Browser Redirects XP/IE


In my XP Hosts file [1] I find the following “loopbacks” apropos Spybot [2] and AVG [3].



127.0.0.1 www.spybot.ca
127.0.0.1 spybot.ca
127.0.0.1 www.spybotseekanddestroy.com
127.0.0.1 spybotseekanddestroy.com


127.0.0.1 www.avg.grab-it-today.net
127.0.0.1 avg.grab-it-today.net
127.0.0.1 www.avg.softwarecenterz.com
127.0.0.1 avg.softwarecenterz.com
127.0.0.1 avg-secure.com
127.0.0.1 www.avg-secure.com


My understanding was Hosts File entries were/are inserted by spybot to foil malware attempts to redirect
the browser (e.g., iexplore) to unwanted sites. [4]

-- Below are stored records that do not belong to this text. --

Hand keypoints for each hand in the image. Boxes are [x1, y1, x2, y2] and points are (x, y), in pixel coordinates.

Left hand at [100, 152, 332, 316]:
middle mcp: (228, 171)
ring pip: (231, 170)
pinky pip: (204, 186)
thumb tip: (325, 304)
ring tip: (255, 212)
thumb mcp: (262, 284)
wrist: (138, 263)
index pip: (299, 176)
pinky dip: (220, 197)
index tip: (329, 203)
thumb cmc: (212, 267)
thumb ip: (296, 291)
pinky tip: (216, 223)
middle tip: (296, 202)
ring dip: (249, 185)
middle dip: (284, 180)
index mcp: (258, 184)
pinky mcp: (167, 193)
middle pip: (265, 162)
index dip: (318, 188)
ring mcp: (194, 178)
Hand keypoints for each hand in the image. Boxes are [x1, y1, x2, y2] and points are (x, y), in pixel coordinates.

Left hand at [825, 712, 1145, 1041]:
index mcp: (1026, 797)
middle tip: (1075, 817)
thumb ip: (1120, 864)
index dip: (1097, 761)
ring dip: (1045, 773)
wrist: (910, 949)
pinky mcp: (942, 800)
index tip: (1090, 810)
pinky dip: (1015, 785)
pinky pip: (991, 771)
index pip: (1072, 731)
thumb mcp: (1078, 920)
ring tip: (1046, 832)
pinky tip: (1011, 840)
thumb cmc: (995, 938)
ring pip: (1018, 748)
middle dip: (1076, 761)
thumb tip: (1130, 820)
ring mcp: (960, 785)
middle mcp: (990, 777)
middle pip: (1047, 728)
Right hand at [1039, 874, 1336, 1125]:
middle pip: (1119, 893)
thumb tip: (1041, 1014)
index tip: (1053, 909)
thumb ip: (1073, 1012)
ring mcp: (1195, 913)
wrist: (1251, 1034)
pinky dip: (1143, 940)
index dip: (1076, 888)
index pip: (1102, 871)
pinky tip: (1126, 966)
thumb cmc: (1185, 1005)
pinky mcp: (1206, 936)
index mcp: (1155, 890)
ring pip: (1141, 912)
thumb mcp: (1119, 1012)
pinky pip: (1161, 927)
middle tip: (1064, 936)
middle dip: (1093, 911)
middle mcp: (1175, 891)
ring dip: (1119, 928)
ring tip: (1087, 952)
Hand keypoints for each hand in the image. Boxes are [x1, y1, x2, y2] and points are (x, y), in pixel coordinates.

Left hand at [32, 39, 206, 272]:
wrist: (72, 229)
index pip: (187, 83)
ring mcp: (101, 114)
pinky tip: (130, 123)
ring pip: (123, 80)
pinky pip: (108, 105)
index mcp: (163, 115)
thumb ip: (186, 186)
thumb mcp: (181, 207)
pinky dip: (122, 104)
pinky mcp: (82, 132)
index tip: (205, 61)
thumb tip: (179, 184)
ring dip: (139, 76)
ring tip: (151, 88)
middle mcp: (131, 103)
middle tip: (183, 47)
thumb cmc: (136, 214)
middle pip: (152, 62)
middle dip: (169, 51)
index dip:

Could someone shed some light as to why these spybot and avg ‘loopbacks’ are included
in the hosts file?



[1] C:\WINDOWS\SYSTEM32\DRIVERS\ETC
%SystemRoot%\system32\drivers\etc\

[2] Spybot Search & Destroy 1.6.0

[3] AVG-Free 8.0.176

[4] “The Hosts file contains the mappings of IP addresses to host names. This file is loaded into memory (cache) at startup, then Windows checks the Hosts file before it queries any DNS servers, which enables it to override addresses in the DNS. This prevents access to the listed sites by redirecting any connection attempts back to the local (your) machine. Another feature of the HOSTS file is its ability to block other applications from connecting to the Internet, providing the entry exists.”http://www.mvps.org/winhelp2002/hosts.htm

Hi pilgrym,




Could someone shed some light as to why these spybot and avg ‘loopbacks’ are included
in the hosts file?
I'll try it...




My understanding was Hosts File entries were/are inserted by spybot to foil malware attempts to redirect
the browser (e.g., iexplore) to unwanted sites. [4]
:bigthumb:





127.0.0.1 www.spybot.ca
127.0.0.1 spybot.ca
127.0.0.1 www.spybotseekanddestroy.com
127.0.0.1 spybotseekanddestroy.com


127.0.0.1 www.avg.grab-it-today.net
127.0.0.1 avg.grab-it-today.net
127.0.0.1 www.avg.softwarecenterz.com
127.0.0.1 avg.softwarecenterz.com
127.0.0.1 avg-secure.com
127.0.0.1 www.avg-secure.com
These entries are fake spybot and avg sites. You can check these sites with Web of Trust for example as well. These sites can contain Malware. ;)




[2] Spybot Search & Destroy 1.6.0
I would like you to uninstall Spybot 1.6.0
After that, reboot your computer, delete all leavings (http://www.safer-networking.org/en/howto/uninstall.html) and download a newer version from here (http://www.safer-networking.org/en/mirrors/index.html).



[3] AVG-Free 8.0.176
Is there a reason, why you don't have AVG 9.x installed? :scratch:

Be sure that your (security) tools are always up to date!


Hope that helps... :)

Matt:

… “fake sites”. That answers my Q.

Older versions SB & AVG… short answer is: I installed Debian GNU/Linux on separate HD a
few years ago. Since then, I’ve only fired up XP-Home (SP2 ?) a couple of times.

I’m years behind all the updates. I can’t even access Windows Updates for some reason… a perilous state to be in. I took a boo at what it might take to regain access. But AFAICT, it looks like too much
time & effort to maintain an OS MS doesn’t support anymore. “Network Diagnostics” says there doesn’t
appear to be any problem with my network connection to http://go.microsoft.com/fwlink/?LinkId=148275 or any other link to the Windows Update repos. But, my IE7 alerts with irritating consistency: “Internet Explorer cannot display the webpage(s)”.

Similarly, SB auto update stopped working sometime or other. I d/l the manual updates. Given that I’m disinclined to spend a lot of time figuring out the exigencies of maintaining security s’ware that is superfluous on Debian, it’s a good bet further research might reveal my depreciated v. of SB is the reason my auto-update stopped working.

That said, my rule of thumb has been that updating and patching W-XP is a 'conditio sine qua non' for d/l programs and apps from the internet; including security s'ware.

You’ve answered my Q, and I hope my providing a little background isn't taken as provokation to start a debate on the relative merits of MS vs. Open Source. I’m not technically qualified and the missus has long 'ere advised (beaten it into) me that I'm not to express opinions without vetting them through her.

A sincere thanks for your thoughtful, complete, and well-reasoned reply.